Your answer should consist of every line in the records that holds "Wilmot".

### Dataset records

┌──

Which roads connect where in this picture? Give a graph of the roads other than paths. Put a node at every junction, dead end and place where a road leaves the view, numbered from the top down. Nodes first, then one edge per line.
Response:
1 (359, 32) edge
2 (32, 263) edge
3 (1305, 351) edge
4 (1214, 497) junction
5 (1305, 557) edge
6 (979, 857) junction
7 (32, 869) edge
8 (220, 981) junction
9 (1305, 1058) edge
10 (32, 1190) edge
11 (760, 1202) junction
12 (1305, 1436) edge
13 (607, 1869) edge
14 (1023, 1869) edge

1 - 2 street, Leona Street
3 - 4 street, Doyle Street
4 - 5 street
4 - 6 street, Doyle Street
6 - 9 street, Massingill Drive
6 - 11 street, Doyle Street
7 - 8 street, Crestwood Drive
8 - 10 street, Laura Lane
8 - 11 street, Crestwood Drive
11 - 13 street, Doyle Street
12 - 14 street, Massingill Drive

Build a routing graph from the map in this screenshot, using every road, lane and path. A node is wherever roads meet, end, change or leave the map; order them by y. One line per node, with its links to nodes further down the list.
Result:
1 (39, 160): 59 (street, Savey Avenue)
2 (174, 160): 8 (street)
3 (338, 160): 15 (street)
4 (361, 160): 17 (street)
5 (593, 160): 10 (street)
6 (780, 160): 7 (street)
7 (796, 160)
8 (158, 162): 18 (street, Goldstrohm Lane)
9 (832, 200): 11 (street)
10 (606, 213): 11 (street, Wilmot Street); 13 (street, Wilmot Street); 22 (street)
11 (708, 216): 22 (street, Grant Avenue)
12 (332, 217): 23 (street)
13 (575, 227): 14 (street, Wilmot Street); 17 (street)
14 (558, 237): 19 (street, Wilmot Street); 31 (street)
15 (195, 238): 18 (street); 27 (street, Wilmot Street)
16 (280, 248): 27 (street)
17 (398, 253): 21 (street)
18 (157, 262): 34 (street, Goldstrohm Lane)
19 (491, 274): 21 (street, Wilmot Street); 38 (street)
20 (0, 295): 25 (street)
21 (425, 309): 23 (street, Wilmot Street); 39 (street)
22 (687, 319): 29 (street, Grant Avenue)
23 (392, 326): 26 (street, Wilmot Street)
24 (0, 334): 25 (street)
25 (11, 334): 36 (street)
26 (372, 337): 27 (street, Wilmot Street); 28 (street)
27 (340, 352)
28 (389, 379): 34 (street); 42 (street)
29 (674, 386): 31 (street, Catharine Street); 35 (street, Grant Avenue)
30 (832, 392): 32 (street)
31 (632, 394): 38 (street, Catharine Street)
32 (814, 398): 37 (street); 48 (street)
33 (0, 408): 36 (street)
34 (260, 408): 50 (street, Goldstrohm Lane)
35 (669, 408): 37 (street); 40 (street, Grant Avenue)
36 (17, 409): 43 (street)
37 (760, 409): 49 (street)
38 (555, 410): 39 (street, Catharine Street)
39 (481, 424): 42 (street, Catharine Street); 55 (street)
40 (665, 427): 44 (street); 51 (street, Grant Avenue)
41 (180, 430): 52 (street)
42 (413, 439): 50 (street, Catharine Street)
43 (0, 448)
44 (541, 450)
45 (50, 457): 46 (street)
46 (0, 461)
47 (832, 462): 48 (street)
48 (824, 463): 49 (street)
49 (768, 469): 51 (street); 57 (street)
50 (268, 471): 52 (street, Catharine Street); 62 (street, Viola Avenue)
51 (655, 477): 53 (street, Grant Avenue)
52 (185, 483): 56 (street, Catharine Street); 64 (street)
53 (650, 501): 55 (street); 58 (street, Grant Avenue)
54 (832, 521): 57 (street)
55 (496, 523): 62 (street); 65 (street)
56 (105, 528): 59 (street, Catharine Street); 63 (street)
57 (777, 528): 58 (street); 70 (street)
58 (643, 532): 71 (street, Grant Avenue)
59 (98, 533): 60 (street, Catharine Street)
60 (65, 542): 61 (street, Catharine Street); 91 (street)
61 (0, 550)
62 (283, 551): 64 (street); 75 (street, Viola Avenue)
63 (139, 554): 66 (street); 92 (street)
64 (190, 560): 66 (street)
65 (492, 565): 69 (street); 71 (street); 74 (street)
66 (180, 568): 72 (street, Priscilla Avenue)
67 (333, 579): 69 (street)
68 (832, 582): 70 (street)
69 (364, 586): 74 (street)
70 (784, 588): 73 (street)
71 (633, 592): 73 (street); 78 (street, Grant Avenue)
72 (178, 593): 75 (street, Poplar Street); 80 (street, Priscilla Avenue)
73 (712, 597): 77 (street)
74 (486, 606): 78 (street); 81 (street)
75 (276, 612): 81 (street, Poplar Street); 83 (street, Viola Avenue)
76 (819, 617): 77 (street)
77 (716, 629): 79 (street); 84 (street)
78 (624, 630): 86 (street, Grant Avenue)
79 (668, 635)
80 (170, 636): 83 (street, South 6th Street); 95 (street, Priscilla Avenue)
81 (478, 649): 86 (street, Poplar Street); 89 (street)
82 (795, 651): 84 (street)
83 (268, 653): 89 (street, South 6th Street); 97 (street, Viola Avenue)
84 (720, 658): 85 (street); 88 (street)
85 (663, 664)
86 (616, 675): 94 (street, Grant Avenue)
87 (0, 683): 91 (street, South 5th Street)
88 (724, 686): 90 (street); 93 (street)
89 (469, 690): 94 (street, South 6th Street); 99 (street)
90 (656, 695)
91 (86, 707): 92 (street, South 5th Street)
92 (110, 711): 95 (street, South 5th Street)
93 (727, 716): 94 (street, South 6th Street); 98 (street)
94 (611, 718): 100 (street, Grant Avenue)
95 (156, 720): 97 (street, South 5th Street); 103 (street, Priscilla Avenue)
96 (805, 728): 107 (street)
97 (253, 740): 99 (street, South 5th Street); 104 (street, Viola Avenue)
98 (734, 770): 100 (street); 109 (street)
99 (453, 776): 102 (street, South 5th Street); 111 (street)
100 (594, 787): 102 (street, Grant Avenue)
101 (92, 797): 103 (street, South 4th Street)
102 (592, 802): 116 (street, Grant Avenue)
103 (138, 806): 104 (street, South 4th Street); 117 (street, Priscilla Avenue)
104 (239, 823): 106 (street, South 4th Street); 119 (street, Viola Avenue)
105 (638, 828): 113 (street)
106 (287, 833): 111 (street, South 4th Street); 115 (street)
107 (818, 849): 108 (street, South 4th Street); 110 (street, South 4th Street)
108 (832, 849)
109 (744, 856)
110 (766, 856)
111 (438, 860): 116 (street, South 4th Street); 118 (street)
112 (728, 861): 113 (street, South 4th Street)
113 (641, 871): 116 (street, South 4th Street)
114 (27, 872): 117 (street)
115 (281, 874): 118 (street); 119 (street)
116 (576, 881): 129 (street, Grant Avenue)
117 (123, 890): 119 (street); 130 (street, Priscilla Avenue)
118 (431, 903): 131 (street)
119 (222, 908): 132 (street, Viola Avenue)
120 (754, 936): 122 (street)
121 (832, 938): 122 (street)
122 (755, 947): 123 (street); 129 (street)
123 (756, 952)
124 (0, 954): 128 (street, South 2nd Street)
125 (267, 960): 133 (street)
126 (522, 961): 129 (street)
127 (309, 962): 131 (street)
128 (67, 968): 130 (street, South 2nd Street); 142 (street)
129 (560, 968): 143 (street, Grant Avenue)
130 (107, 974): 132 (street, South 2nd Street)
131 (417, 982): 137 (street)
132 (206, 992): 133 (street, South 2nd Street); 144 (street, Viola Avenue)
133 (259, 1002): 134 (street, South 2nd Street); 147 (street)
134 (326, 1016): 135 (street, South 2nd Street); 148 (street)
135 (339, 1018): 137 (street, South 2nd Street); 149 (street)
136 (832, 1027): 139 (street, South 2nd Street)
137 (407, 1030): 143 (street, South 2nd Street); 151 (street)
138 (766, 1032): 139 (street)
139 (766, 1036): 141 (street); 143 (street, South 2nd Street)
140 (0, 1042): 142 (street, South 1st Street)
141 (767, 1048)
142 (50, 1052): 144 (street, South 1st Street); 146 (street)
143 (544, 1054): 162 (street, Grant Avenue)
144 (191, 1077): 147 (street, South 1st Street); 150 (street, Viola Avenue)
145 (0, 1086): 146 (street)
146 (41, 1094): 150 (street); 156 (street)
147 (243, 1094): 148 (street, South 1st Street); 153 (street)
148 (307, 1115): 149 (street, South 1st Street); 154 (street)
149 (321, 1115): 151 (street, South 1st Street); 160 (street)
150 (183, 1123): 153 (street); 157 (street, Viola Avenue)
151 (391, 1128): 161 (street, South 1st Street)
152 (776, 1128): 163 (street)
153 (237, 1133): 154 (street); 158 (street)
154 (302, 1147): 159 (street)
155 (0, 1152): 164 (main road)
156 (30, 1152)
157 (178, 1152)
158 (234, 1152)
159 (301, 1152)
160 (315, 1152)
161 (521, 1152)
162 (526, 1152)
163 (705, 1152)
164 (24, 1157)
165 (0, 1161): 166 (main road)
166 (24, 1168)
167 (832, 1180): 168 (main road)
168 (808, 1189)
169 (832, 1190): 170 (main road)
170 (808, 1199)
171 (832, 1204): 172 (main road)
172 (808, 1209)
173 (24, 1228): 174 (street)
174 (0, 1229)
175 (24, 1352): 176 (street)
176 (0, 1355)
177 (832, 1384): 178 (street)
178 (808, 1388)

└──

### Output for this exercise
10 (606, 213): 11 (street, Wilmot Street); 13 (street, Wilmot Street); 22 (street)
13 (575, 227): 14 (street, Wilmot Street); 17 (street)
14 (558, 237): 19 (street, Wilmot Street); 31 (street)
15 (195, 238): 18 (street); 27 (street, Wilmot Street)
19 (491, 274): 21 (street, Wilmot Street); 38 (street)
21 (425, 309): 23 (street, Wilmot Street); 39 (street)
23 (392, 326): 26 (street, Wilmot Street)
26 (372, 337): 27 (street, Wilmot Street); 28 (street)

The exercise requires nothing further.